(Provided data begins)

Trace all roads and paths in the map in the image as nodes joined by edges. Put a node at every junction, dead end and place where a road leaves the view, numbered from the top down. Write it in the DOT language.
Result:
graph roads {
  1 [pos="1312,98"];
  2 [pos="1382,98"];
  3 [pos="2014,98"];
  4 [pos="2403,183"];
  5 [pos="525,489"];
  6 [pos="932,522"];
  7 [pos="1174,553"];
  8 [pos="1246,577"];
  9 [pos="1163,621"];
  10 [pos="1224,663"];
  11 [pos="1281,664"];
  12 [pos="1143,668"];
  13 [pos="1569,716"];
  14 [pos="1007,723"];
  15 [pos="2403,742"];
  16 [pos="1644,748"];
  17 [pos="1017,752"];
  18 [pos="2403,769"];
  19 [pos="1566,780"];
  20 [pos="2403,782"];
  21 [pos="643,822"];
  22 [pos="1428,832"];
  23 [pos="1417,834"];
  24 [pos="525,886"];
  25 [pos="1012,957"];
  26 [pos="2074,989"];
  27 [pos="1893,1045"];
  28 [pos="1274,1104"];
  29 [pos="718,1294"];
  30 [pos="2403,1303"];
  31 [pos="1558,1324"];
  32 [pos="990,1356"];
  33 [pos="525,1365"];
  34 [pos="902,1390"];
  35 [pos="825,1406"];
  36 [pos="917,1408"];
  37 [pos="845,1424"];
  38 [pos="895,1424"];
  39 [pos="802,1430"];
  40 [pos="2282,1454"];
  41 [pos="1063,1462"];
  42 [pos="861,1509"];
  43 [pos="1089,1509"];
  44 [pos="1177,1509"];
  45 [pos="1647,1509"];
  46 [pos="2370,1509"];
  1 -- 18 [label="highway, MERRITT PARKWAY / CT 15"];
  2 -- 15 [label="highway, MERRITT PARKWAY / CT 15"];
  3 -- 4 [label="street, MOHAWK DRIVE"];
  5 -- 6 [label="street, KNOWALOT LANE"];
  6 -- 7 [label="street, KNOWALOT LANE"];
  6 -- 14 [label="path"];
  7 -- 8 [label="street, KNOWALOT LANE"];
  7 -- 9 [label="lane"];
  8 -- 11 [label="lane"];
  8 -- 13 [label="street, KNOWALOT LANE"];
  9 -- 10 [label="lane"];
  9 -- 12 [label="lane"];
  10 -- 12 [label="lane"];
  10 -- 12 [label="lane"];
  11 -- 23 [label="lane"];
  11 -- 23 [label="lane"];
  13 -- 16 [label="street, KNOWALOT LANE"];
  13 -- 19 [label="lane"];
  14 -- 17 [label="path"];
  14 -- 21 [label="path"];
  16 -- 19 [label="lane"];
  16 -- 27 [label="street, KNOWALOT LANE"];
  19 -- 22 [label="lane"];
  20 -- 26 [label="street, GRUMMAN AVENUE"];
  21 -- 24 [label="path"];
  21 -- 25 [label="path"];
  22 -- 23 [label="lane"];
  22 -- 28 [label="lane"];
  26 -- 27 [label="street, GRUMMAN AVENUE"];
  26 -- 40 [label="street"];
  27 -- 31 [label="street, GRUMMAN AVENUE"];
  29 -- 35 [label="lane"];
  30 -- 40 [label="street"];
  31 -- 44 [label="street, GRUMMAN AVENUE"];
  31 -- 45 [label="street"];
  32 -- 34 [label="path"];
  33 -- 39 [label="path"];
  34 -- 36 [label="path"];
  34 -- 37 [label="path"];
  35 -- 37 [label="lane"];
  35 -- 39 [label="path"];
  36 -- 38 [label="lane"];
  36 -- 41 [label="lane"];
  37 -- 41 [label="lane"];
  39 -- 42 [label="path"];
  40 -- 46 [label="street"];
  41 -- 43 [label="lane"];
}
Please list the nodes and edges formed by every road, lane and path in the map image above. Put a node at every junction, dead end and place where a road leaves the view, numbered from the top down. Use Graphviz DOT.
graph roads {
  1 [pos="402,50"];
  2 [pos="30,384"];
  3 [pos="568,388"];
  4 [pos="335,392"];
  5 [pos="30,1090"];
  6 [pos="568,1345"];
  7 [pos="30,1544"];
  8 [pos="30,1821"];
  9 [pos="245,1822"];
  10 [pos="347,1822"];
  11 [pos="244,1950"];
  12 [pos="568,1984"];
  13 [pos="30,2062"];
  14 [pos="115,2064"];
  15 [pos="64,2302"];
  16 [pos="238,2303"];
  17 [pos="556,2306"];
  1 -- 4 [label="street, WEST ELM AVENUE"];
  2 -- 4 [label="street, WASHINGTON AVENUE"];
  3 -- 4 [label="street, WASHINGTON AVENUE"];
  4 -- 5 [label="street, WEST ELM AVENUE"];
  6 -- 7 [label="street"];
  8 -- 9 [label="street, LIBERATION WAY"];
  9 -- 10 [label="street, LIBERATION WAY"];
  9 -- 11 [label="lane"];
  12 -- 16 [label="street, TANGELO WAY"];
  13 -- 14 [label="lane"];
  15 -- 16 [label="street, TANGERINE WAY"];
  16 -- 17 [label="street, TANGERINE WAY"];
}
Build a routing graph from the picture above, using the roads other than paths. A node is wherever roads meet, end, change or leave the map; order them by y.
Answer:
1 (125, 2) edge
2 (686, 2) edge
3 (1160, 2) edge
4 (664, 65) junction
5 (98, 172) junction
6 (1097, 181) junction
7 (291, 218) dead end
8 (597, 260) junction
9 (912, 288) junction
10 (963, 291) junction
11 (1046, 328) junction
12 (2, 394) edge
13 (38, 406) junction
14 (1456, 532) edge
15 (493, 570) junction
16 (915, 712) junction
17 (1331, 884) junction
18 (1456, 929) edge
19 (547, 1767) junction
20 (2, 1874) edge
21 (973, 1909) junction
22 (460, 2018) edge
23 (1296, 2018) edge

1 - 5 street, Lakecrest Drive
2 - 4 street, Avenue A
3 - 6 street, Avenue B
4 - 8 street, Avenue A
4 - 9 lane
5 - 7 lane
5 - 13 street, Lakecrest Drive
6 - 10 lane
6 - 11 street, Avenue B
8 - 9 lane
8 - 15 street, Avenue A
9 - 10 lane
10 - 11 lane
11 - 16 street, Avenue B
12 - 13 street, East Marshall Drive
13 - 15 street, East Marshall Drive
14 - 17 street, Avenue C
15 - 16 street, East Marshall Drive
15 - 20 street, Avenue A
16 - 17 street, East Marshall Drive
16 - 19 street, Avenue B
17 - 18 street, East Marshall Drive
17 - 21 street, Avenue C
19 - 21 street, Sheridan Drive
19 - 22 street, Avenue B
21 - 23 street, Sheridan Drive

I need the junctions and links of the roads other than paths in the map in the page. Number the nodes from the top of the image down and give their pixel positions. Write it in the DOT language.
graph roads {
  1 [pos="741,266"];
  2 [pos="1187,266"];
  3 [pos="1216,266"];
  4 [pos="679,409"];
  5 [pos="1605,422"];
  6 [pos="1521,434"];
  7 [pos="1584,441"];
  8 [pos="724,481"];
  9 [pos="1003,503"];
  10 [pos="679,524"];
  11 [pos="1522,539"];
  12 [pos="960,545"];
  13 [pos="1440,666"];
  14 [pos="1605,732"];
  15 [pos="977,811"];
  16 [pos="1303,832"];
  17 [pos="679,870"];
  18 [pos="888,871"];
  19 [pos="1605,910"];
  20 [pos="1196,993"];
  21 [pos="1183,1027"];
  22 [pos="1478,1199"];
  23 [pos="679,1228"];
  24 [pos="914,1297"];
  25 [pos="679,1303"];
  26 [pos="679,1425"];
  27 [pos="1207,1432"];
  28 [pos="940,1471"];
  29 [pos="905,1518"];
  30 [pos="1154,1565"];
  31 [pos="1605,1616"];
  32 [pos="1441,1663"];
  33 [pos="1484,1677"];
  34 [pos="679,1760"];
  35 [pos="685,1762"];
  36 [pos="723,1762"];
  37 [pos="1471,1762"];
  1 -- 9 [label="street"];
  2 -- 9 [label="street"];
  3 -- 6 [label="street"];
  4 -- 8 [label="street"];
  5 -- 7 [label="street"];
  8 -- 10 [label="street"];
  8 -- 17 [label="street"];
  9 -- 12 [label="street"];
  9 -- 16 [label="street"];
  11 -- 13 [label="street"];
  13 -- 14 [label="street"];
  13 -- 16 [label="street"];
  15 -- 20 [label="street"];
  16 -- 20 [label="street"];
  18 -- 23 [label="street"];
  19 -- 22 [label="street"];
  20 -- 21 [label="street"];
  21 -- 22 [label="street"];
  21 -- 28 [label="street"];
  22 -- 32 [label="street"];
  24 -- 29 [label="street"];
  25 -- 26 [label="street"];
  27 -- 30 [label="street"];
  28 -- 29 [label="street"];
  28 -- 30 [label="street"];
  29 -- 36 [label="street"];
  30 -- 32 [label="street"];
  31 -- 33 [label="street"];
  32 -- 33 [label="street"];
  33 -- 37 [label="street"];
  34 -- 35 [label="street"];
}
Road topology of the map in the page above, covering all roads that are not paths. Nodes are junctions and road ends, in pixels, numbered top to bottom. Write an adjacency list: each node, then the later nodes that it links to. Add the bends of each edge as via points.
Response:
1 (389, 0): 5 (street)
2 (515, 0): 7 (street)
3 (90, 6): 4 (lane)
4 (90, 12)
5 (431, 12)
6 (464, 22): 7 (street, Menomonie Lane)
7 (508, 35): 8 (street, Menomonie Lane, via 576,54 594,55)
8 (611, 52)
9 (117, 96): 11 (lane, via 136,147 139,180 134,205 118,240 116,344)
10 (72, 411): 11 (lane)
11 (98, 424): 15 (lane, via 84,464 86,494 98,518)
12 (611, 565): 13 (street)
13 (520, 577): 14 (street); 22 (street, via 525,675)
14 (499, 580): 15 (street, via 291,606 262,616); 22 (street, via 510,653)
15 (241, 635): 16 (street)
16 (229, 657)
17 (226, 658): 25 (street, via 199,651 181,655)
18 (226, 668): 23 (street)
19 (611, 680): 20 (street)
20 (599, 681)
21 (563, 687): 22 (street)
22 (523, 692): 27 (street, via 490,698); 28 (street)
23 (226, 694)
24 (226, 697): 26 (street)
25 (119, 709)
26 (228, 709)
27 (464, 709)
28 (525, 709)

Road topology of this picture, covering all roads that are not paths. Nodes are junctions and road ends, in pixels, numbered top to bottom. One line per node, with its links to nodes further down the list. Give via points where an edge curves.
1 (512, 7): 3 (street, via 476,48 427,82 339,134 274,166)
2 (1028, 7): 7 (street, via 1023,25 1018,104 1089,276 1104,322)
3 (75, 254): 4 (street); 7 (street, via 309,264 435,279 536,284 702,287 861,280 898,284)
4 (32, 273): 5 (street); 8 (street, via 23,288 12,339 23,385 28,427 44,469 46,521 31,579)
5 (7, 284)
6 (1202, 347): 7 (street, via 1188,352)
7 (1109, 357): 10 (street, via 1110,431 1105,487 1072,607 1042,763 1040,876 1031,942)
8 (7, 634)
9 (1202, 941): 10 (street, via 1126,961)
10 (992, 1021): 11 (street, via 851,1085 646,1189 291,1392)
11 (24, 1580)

(Provided data ends)

■ **The problem**
From the data above, copy each line that has the string "LIBERATION".

■ **Exercise answer**
  8 -- 9 [label="street, LIBERATION WAY"];
  9 -- 10 [label="street, LIBERATION WAY"];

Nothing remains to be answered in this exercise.